FORT MADISON, Iowa - The swollen Mississippi River ran over the top of at least 11 more levees on Wednesday as floodwaters swallowed up more U.S. farmland, adding to billion-dollar losses and feeding global food inflation fears.

©REUTERS/Frank Polich
Houses sit in flood waters from the Mississippi River in La Grange, Missouri June 18, 2008.

Volunteers and aid workers were piling sandbags up and down the most important U.S. inland waterway to try to protect more levees and thousands of acres of prime crop land threatened as the river's crest moves south after last week's torrential rains.

"Their misfortune had been our fortune. I'd rather it hadn't come at the expense of others.
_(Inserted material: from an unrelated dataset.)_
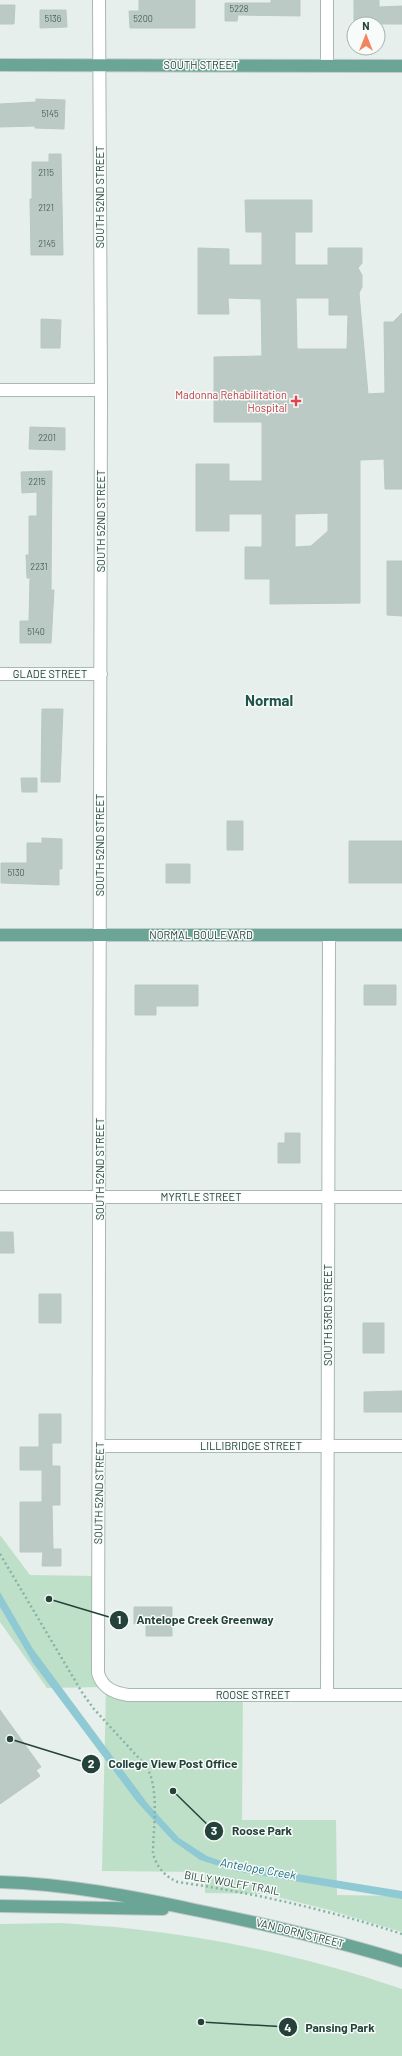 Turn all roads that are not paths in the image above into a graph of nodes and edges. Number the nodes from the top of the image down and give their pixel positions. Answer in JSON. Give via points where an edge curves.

But it is what it is," Steve Cirinna of the Lee County Emergency Management Agency said of the levee breaches, which lowered the river.

The slow-rolling disaster, the worst flooding in the Midwest in 15 years, has swamped vast sections of the U.S. farm belt and forced tens of thousands of people from their homes.

The cost of the disaster may end up rivaling that of 1993 Midwest floods that caused more than $20 billion in damage and 48 deaths. This month's flooding has caused few deaths, with Iowa hardest hit. But the damage has yet to be fully assessed.

The prospects of smaller crops have already jolted commodity markets, food producers and exporters. Chicago Board of Trade corn prices traded at a record $8.07 a bushel.

The floods will mean more food inflation, not only for U.S. consumers, but also for dozens of countries that buy American grain. The United States exports 54 percent of the world's corn, 36 percent of its soybeans and 23 percent of its wheat.


LeRoy Lippert, chairman of emergency management committee for Des Moines County, Iowa, said volunteers and aid workers in the town of Burlington filled 2.5 million sandbags in the past week before the river crested.

"All systems are holding right now. We're in a watch and wait mode with our levees. The situation has stabilized in the last 24 hours," Lippert said.

"The best news is that we're not getting any rain, that would be utterly devastating if we got heavy rain now."

The Army Corps of Engineers, which operates river locks and dams, said 19 levees along the Mississippi had failed with the latest levee breaks near Meyer, Illinois, and north of St. Louis, Missouri.

"They were lower level agricultural levees," said St Louis district Corps spokesman Alan Dooley. "We're also watching another seven levees that may overtop in the next couple of days ... all agricultural levees."

The Corps has identified 26 levees protecting about 285,000 acres of cropland that were already under water or at high risk of flooding. Another seven were seen as potential risks.

Among the most fertile farms in Iowa and Illinois have land that lies in the Mississippi River's vast flood plain.

"Some of the richest farmland is to be found between the river and the bluff and we aim to protect it," said Lippert.

Estimates are that 5 million acres across the Midwest have been ruined and will not produce a crop this year.

Iowa and Illinois usually produce one-third of all U.S. corn and soybeans. Expectations of reduced crops from the main sources of livestock feed, renewable fuels like ethanol, starch and edible oils has sent commodity prices to record highs.

"We continue to get news of more acreage losses because of the flooding and that continues to support the market," said Mario Balletto, Chicago-based grains analyst for Citigroup.

The worst flooding has struck Iowa but evacuations have also affected flooded sections of Indiana, Wisconsin, Illinois, and Minnesota.

Weather forecasters said thunderstorms may return to Iowa and Illinois on Thursday.